WHAT YOU SHOULD DO:
Each entry should be set down exactly as written, except for any picture it holds.

RECORDS SUPPLIED section start

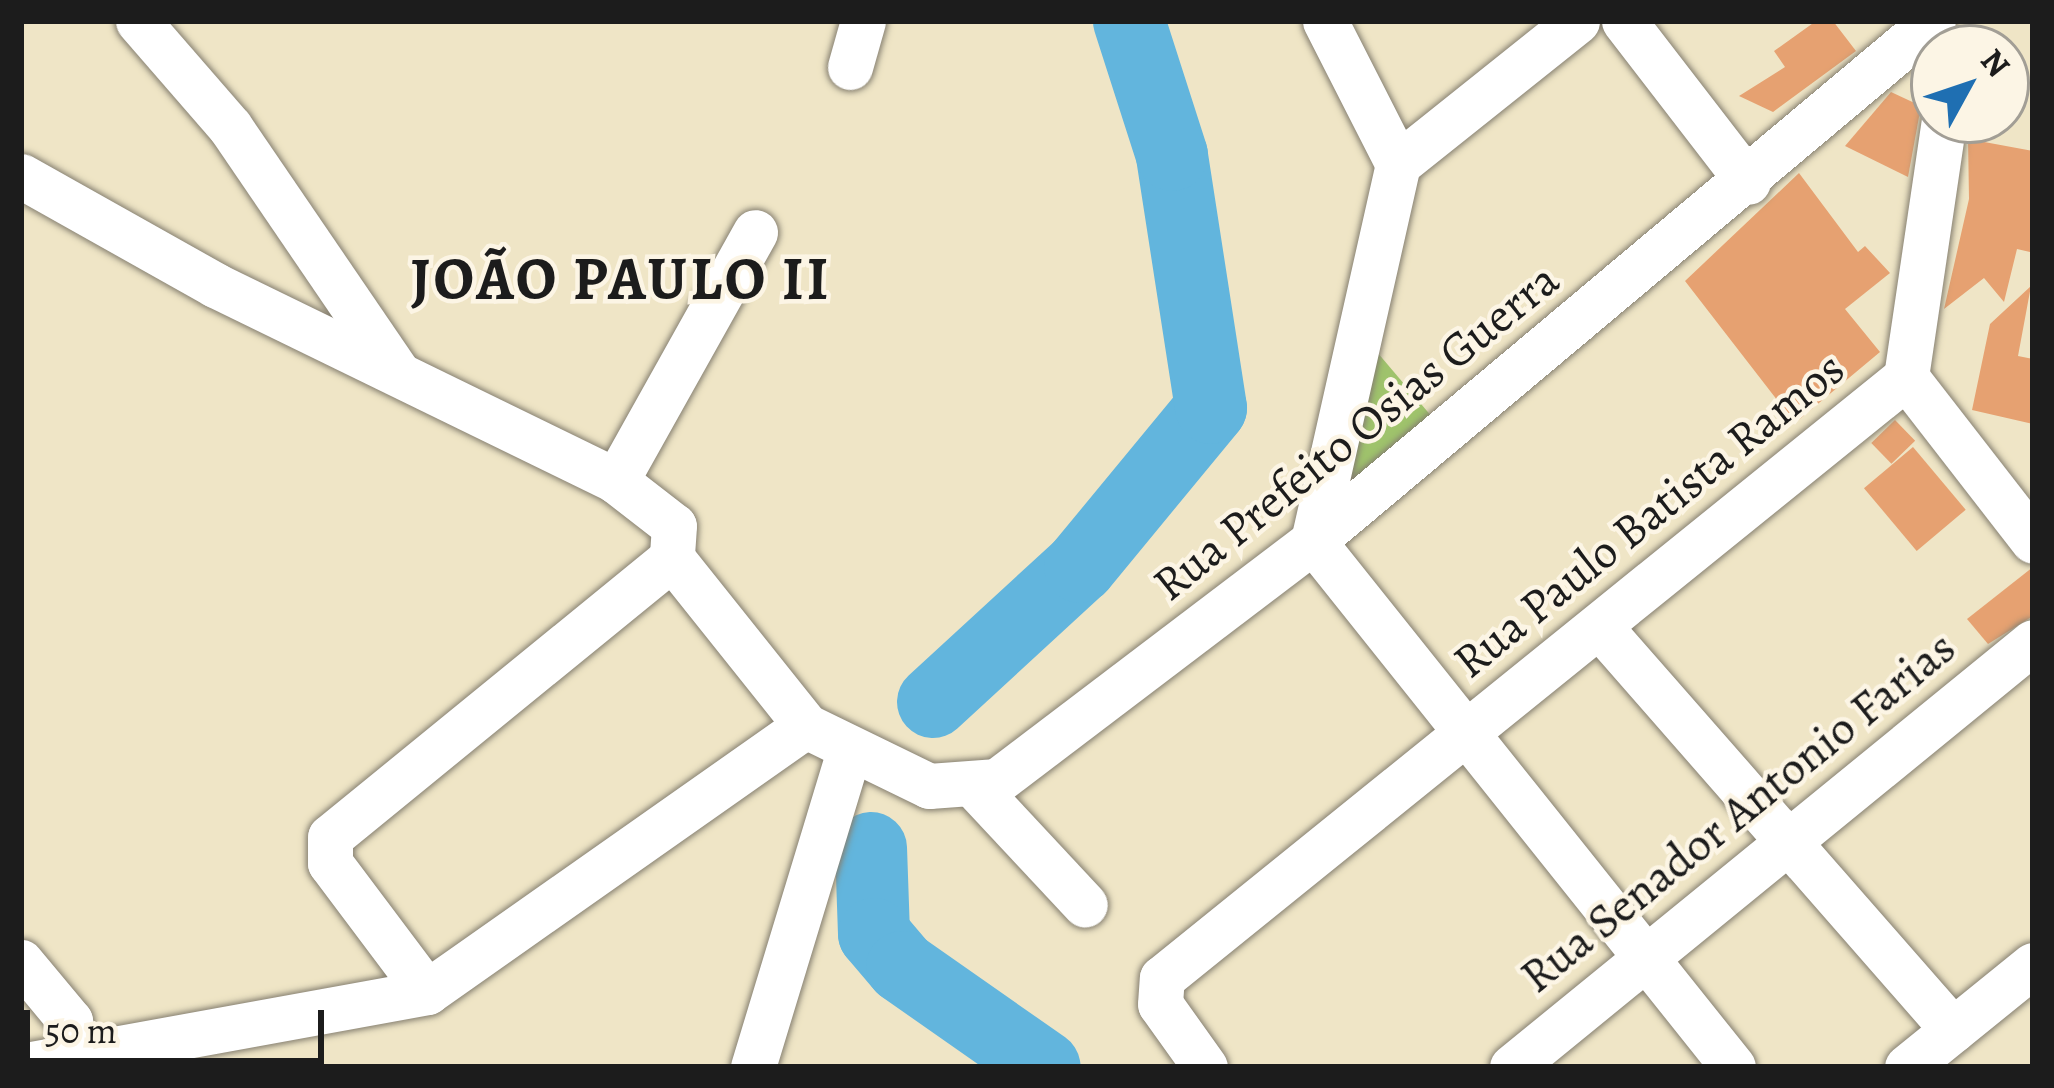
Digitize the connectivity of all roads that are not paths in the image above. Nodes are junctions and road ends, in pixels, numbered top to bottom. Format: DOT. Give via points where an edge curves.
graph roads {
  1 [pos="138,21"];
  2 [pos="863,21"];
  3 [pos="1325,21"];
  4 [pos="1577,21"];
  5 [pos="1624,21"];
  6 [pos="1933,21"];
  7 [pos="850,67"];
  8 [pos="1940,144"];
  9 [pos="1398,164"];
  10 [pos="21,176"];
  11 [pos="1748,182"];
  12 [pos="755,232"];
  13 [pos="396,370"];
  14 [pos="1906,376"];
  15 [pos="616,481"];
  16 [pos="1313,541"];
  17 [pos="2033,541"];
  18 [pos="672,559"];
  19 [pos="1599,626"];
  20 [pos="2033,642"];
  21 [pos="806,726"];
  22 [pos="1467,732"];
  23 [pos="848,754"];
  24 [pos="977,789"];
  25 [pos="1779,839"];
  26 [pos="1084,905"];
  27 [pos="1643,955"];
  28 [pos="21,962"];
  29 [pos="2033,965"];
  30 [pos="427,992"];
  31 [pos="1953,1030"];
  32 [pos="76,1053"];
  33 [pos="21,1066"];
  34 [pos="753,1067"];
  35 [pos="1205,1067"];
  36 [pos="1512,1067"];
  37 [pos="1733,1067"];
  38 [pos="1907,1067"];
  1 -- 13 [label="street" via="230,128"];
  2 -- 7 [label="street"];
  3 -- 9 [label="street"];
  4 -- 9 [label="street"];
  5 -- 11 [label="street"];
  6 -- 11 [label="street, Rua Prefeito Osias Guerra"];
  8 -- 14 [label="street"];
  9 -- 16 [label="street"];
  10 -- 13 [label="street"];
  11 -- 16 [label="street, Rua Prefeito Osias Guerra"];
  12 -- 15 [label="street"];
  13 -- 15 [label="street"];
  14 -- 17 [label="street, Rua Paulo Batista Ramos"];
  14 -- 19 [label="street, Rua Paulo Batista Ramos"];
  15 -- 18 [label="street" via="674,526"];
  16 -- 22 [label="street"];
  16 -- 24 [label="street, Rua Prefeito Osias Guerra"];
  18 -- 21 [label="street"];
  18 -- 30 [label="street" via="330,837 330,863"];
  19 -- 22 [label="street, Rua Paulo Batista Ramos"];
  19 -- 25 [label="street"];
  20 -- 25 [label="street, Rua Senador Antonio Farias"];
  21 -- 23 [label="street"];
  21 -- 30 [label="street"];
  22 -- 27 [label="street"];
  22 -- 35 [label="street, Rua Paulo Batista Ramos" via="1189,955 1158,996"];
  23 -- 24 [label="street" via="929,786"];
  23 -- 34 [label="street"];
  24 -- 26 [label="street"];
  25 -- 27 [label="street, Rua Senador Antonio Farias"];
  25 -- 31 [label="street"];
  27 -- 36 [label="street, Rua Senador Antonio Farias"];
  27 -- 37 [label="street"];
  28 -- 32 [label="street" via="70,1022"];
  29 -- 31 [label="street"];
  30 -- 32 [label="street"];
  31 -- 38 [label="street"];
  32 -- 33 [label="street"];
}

RECORDS SUPPLIED section end

EXERCISE ANSWER:
Digitize the connectivity of all roads that are not paths in the image above. Nodes are junctions and road ends, in pixels, numbered top to bottom. Format: DOT. Give via points where an edge curves.
graph roads {
  1 [pos="138,21"];
  2 [pos="863,21"];
  3 [pos="1325,21"];
  4 [pos="1577,21"];
  5 [pos="1624,21"];
  6 [pos="1933,21"];
  7 [pos="850,67"];
  8 [pos="1940,144"];
  9 [pos="1398,164"];
  10 [pos="21,176"];
  11 [pos="1748,182"];
  12 [pos="755,232"];
  13 [pos="396,370"];
  14 [pos="1906,376"];
  15 [pos="616,481"];
  16 [pos="1313,541"];
  17 [pos="2033,541"];
  18 [pos="672,559"];
  19 [pos="1599,626"];
  20 [pos="2033,642"];
  21 [pos="806,726"];
  22 [pos="1467,732"];
  23 [pos="848,754"];
  24 [pos="977,789"];
  25 [pos="1779,839"];
  26 [pos="1084,905"];
  27 [pos="1643,955"];
  28 [pos="21,962"];
  29 [pos="2033,965"];
  30 [pos="427,992"];
  31 [pos="1953,1030"];
  32 [pos="76,1053"];
  33 [pos="21,1066"];
  34 [pos="753,1067"];
  35 [pos="1205,1067"];
  36 [pos="1512,1067"];
  37 [pos="1733,1067"];
  38 [pos="1907,1067"];
  1 -- 13 [label="street" via="230,128"];
  2 -- 7 [label="street"];
  3 -- 9 [label="street"];
  4 -- 9 [label="street"];
  5 -- 11 [label="street"];
  6 -- 11 [label="street, Rua Prefeito Osias Guerra"];
  8 -- 14 [label="street"];
  9 -- 16 [label="street"];
  10 -- 13 [label="street"];
  11 -- 16 [label="street, Rua Prefeito Osias Guerra"];
  12 -- 15 [label="street"];
  13 -- 15 [label="street"];
  14 -- 17 [label="street, Rua Paulo Batista Ramos"];
  14 -- 19 [label="street, Rua Paulo Batista Ramos"];
  15 -- 18 [label="street" via="674,526"];
  16 -- 22 [label="street"];
  16 -- 24 [label="street, Rua Prefeito Osias Guerra"];
  18 -- 21 [label="street"];
  18 -- 30 [label="street" via="330,837 330,863"];
  19 -- 22 [label="street, Rua Paulo Batista Ramos"];
  19 -- 25 [label="street"];
  20 -- 25 [label="street, Rua Senador Antonio Farias"];
  21 -- 23 [label="street"];
  21 -- 30 [label="street"];
  22 -- 27 [label="street"];
  22 -- 35 [label="street, Rua Paulo Batista Ramos" via="1189,955 1158,996"];
  23 -- 24 [label="street" via="929,786"];
  23 -- 34 [label="street"];
  24 -- 26 [label="street"];
  25 -- 27 [label="street, Rua Senador Antonio Farias"];
  25 -- 31 [label="street"];
  27 -- 36 [label="street, Rua Senador Antonio Farias"];
  27 -- 37 [label="street"];
  28 -- 32 [label="street" via="70,1022"];
  29 -- 31 [label="street"];
  30 -- 32 [label="street"];
  31 -- 38 [label="street"];
  32 -- 33 [label="street"];
}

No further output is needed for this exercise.